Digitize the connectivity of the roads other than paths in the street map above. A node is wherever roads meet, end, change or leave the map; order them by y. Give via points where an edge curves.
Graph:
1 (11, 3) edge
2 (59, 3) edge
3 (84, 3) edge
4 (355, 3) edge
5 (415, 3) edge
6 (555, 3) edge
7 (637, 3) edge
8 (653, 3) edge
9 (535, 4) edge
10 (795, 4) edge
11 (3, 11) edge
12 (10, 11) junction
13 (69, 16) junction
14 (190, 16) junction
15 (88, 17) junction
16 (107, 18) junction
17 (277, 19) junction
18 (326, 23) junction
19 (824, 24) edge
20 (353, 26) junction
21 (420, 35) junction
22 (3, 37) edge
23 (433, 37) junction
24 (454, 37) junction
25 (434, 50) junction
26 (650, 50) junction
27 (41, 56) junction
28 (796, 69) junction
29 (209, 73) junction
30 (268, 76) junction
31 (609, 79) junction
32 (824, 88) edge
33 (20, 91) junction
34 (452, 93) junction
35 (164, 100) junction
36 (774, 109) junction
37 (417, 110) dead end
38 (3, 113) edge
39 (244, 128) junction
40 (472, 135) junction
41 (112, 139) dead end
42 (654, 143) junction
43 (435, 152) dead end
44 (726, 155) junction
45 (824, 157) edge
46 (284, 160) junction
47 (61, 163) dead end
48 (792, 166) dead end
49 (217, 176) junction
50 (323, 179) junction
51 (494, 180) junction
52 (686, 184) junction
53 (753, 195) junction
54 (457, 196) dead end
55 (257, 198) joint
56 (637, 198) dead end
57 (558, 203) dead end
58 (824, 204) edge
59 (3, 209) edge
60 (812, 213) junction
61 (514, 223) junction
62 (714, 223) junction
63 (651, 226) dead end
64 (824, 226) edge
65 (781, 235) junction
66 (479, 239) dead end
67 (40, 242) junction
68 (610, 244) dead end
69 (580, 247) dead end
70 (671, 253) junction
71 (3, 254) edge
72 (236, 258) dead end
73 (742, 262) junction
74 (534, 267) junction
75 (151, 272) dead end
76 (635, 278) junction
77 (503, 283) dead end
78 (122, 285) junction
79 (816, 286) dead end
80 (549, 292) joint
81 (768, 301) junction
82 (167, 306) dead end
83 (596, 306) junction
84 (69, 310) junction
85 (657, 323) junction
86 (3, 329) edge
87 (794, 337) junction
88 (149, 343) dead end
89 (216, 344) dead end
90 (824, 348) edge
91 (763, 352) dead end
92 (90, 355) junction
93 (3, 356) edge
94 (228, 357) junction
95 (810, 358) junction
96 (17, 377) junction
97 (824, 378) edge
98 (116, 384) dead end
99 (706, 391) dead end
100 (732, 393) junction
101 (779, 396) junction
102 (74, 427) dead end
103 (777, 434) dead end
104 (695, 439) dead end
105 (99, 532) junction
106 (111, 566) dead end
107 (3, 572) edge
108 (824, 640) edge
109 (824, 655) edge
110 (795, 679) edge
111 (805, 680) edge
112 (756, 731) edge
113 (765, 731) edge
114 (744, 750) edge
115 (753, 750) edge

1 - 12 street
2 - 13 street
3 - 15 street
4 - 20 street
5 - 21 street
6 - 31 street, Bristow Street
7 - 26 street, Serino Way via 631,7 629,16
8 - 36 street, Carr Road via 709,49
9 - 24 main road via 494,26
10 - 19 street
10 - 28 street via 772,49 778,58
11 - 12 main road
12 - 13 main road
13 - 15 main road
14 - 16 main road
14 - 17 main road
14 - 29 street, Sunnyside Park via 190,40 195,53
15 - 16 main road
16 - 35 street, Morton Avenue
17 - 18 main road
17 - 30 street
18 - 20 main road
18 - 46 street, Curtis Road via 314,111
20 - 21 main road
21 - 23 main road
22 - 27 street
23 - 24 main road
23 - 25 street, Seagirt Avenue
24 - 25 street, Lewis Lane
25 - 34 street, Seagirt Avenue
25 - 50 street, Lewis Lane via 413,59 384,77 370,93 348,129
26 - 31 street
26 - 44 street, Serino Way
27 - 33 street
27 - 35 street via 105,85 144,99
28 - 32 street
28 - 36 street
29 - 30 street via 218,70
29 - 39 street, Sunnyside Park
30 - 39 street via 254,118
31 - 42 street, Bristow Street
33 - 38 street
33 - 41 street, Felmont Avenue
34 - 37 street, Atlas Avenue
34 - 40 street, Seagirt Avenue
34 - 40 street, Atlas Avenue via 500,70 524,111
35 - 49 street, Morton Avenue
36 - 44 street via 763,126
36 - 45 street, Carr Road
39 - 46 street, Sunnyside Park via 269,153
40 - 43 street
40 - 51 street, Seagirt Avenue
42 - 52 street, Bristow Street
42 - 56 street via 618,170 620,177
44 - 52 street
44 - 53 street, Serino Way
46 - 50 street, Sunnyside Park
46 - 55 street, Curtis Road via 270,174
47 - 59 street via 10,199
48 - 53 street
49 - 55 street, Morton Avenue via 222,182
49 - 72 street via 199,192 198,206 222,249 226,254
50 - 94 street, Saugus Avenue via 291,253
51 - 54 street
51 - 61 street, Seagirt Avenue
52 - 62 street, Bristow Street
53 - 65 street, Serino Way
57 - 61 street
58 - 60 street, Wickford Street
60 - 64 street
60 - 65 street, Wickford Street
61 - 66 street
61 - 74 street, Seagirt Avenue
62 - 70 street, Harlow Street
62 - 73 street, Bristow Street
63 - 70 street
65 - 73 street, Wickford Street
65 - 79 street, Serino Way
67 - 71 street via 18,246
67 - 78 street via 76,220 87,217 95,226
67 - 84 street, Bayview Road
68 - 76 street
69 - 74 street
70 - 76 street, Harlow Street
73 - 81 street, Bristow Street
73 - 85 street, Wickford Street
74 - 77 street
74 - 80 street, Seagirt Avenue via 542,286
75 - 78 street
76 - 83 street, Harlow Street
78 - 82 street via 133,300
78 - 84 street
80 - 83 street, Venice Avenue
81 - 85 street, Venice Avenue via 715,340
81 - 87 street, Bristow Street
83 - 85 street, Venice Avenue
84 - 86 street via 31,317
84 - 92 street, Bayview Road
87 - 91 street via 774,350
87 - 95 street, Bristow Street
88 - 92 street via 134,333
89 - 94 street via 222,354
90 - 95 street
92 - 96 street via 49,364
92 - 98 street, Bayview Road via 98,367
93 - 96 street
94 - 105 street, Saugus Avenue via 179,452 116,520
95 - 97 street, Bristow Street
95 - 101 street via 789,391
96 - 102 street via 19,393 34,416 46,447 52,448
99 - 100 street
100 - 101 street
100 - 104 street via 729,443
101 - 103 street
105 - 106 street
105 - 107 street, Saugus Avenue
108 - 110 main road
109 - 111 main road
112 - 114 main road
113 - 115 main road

■ DIRECTIONS ■
Take each line above that contains "Lane" and copy it out.

■ SOLUTION FOR THIS TASK ■
24 - 25 street, Lewis Lane
25 - 50 street, Lewis Lane via 413,59 384,77 370,93 348,129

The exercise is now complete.